Home / General / Erik Visits an American Grave, Part 927

Erik Visits an American Grave, Part 927

/
/
/
2455 Views

This is the grave of Charles Atlas.

Born in 1892 in Acri, Cosenza, Italy, Angelo Siciliano immigrated to Brooklyn in 1904, following that huge Italian migration to the United States in these years. He got a job in the leather industry, which was often pretty nasty work.

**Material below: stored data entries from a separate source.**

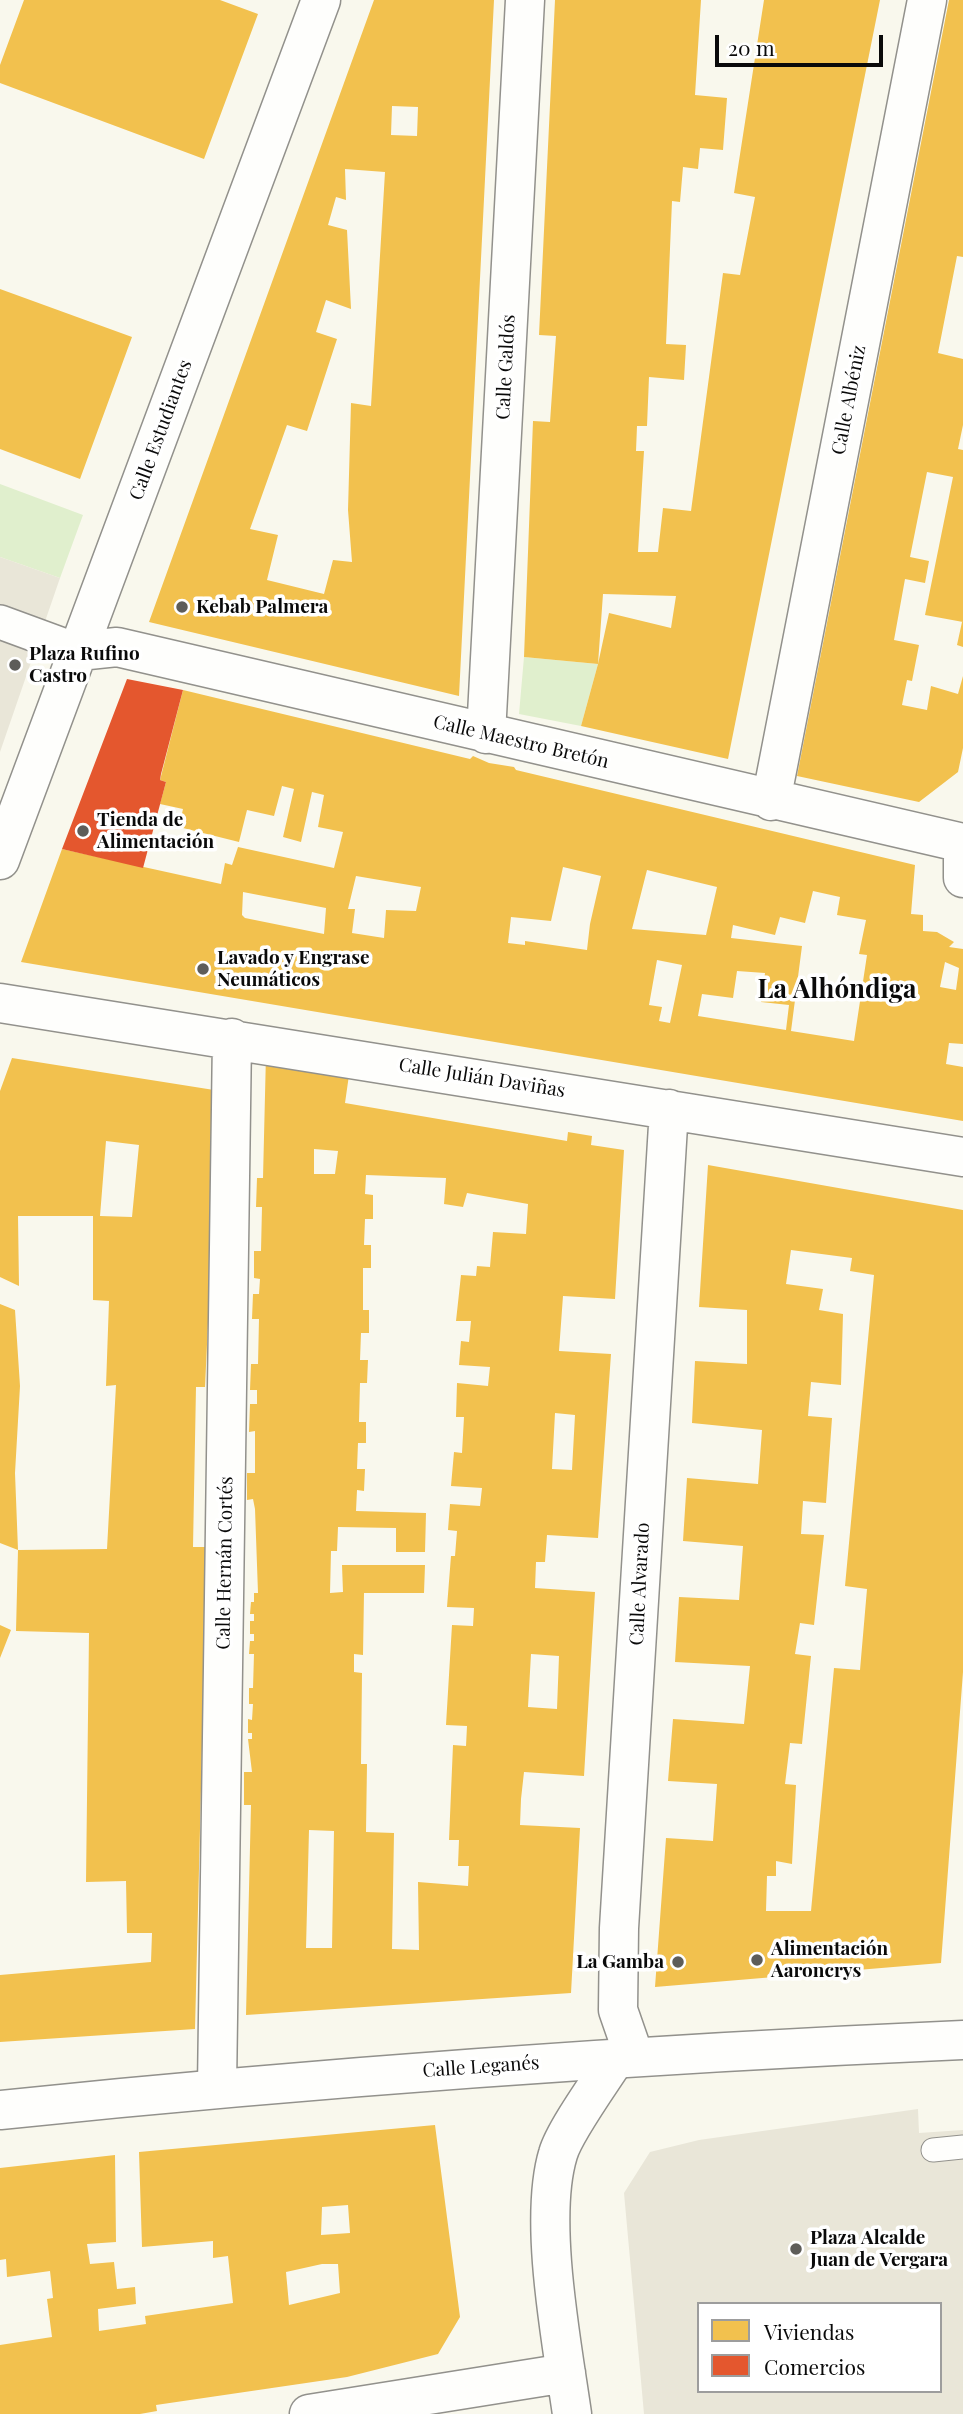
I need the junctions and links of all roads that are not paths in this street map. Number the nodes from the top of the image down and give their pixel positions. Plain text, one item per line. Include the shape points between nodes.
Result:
1 (321, 0) edge
2 (525, 0) edge
3 (927, 0) edge
4 (0, 622) edge
5 (79, 651) junction
6 (486, 734) junction
7 (771, 801) junction
8 (963, 843) edge
9 (963, 849) edge
10 (0, 860) edge
11 (963, 878) edge
12 (0, 1003) edge
13 (232, 1038) junction
14 (668, 1109) junction
15 (963, 1157) edge
16 (963, 2040) edge
17 (625, 2057) junction
18 (217, 2087) junction
19 (0, 2110) edge
20 (963, 2147) edge
21 (933, 2150) dead end
22 (566, 2373) junction
23 (309, 2414) edge
24 (572, 2414) edge

1 - 5 street, Calle Estudiantes
2 - 6 street, Calle Galdós
3 - 7 street, Calle Albéniz
4 - 5 street
5 - 6 street, Calle Maestro Bretón via 117,647
5 - 10 street, Calle Estudiantes
6 - 7 street, Calle Maestro Bretón
7 - 8 street, Calle Maestro Bretón
9 - 11 street
12 - 13 street, Calle Julián Daviñas
13 - 14 street, Calle Julián Daviñas
13 - 18 street, Calle Hernán Cortés
14 - 15 street, Calle Julián Daviñas
14 - 17 street, Calle Alvarado via 619,1928 618,2010
16 - 17 street, Calle Leganés
17 - 18 street, Calle Leganés
17 - 22 street via 558,2153 551,2237
18 - 19 street, Calle Leganés
20 - 21 lane
22 - 23 street
22 - 24 street

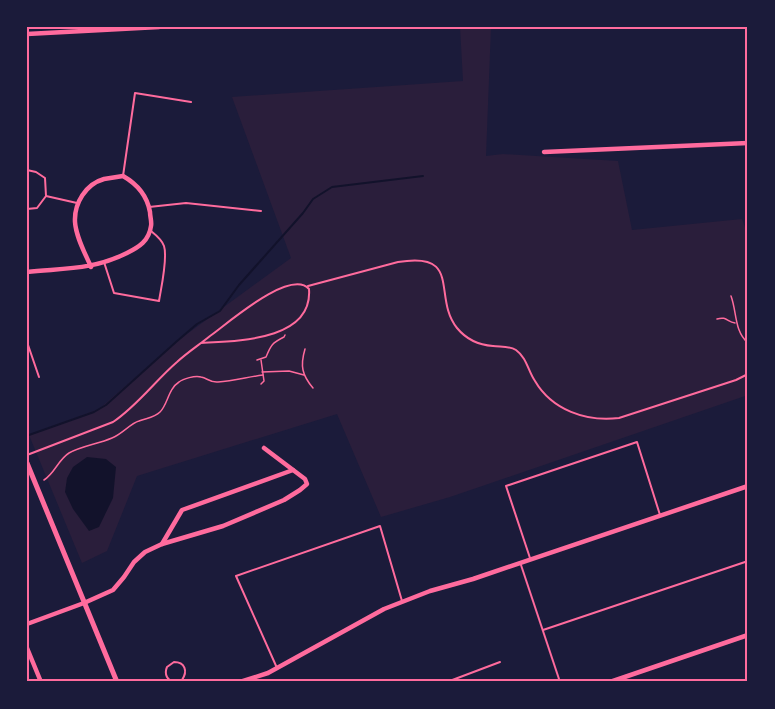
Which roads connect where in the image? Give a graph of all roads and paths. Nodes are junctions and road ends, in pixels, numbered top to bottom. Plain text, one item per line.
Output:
1 (159, 27) edge
2 (27, 34) edge
3 (191, 102) dead end
4 (748, 143) edge
5 (544, 152) dead end
6 (27, 171) edge
7 (123, 176) junction
8 (46, 196) junction
9 (77, 203) junction
10 (148, 207) junction
11 (27, 208) edge
12 (261, 211) dead end
13 (150, 231) junction
14 (104, 262) junction
15 (91, 267) junction
16 (27, 272) edge
17 (308, 286) junction
18 (27, 289) edge
19 (27, 295) edge
20 (731, 296) dead end
21 (717, 319) dead end
22 (736, 323) junction
23 (286, 334) dead end
24 (27, 342) edge
25 (201, 344) junction
26 (748, 344) edge
27 (305, 350) dead end
28 (748, 357) edge
29 (257, 360) dead end
30 (261, 360) junction
31 (263, 373) junction
32 (748, 374) edge
33 (304, 375) junction
34 (39, 377) dead end
35 (261, 384) dead end
36 (313, 388) dead end
37 (264, 448) dead end
38 (27, 455) edge
39 (27, 463) edge
40 (292, 470) junction
41 (45, 480) dead end
42 (748, 486) edge
43 (660, 514) junction
44 (162, 544) junction
45 (530, 558) junction
46 (748, 561) edge
47 (519, 562) junction
48 (402, 602) junction
49 (84, 603) junction
50 (27, 624) edge
51 (543, 630) junction
52 (748, 635) edge
53 (27, 648) edge
54 (500, 662) dead end
55 (277, 668) junction
56 (41, 682) edge
57 (117, 682) edge
58 (177, 682) edge
59 (240, 682) edge
60 (447, 682) edge
61 (560, 682) edge
62 (610, 682) edge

The early 20th century was a period where you started to see significant interest in bodybuilding and exercise that could be advertised as a new thing in the growing popular media of the day. This was helped by improvements in advertising that centered images rather than endless small text. So you have a lot of young people, men in this case, who felt insecure about their bodies. Some of this was for good reason–they weren’t eating very well! This was a serious issue all the way into the 1940s, when a shocking number of potential soldiers were rejected by the draft due to a lack of health connected to nutrition issues as they grew up. With wages and working conditions bad, it was hard for bodies to grow properly. Meanwhile, the rise of the movies and other forms of mass entertainment created ideal bodies that were promoted. If you saw Douglas Fairbanks or Rudolph Valentino on the screen, you would want to be like them. And then you looked at your own body.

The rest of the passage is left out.